Be kind and compassionate with yourself

2 females hugging

You’re a product of your history. You’ve developed imposter syndrome for a reason. Ask yourself what you’re afraid of and nurture that side of yourself. Fearing failure, loss of control, being shamed, being inadequate or not belonging are all valid fears. But they can all be nurtured in other, more healthy ways. Comfort the child within and let them know that they are safe. You are now an adult and in charge of your decisions.

While imposter syndrome is not an mental health condition, it may be a symptom or unresolved childhood issues; counselling or psychotherapy may be necessary, there is no shame in asking for help.

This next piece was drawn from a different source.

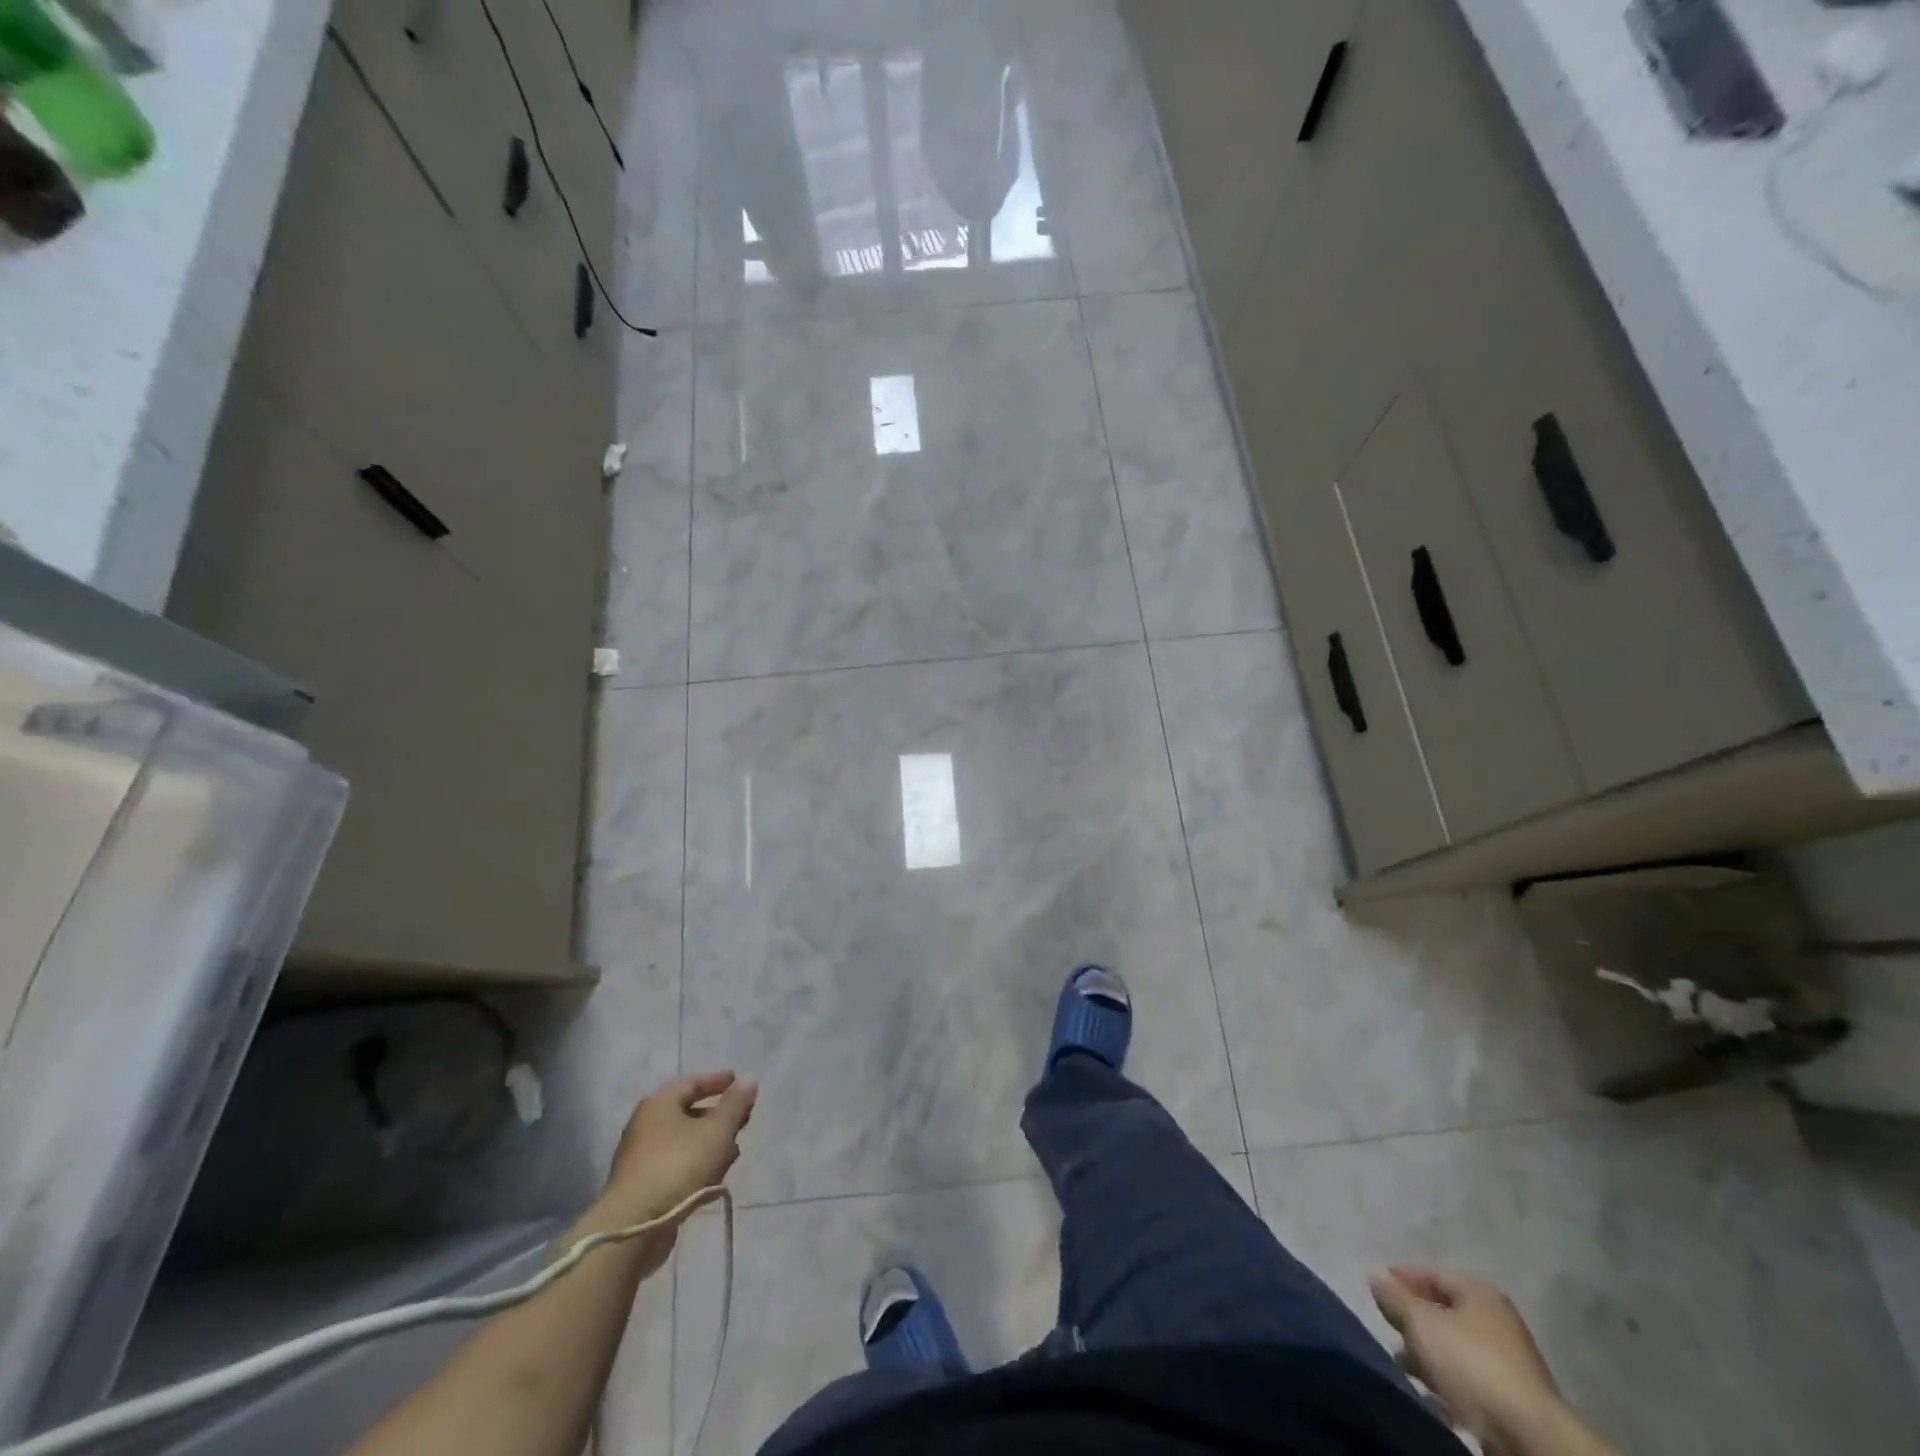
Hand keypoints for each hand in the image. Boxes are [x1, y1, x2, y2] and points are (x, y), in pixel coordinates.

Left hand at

Many people have self-doubt, letting go of it can be hard but you’re taking the first steps so give yourself credit for how far you’ve come!

Assess the evidence

When you’re feeling in a good, rational place, write a list of “evidence that I’m inadequate/not good enough” and on the other “evidence that I’m competent/good enough”. Be honest with yourself. Add to it over a few days. When you feel imposter syndrome come knocking, take out the list and remind yourself of the evidence.

Focus on your values and internal truths

What’s really important to you? Try looking at this list of 216 values, don’t think about what other people would want you to say, what stands out to you? Perhaps career, getting married, having children and buying a house feel less important now!

By focusing on your values, it helps you to put things in perspective. Imposter syndrome can drag you down but getting to know the real you and your values will lift you up.

Keep failure in perspective and remember nobody is perfect

While you may be a perfectionist, it’s important to remember that, objectively, nobody is perfect, we’re all human, we all make mistakes and occasionally fail. Without wanting to sounds corny, points of failure, genuinely are moments of growth, there’s no point in viewing them as anything else. If we use imposter syndrome to beat ourselves up for our mistakes we won’t get anywhere. We’re not weak for making mistakes or failing, by growing from them, we’ll only get stronger.

Keep people around you who you trust

While imposter syndrome tells you not to trust the people around you, it’s important that you start trusting people when they tell you “you’re doing ok”. If you have people around you who mistreat you, bully you or invalidate you, you’re in the wrong place. Surround yourself with people who you can be honest with and people who you can trust to be honest with you.

You may be entitled to adjustments in your workplace (in the UK, under the Equality Act 2010). Although this can be hard, it’s important that you have equal access to work as your colleagues. It’s important you find someone you can trust to talk to someone about what adjustments could help.

There is hope

Recognising imposter syndrome is the first step, wanting to address it is the next and using the above tools and tips can help you overcome it. Talking to those around you is important but professional help is available for you to reach your full potential and break free of imposter syndrome!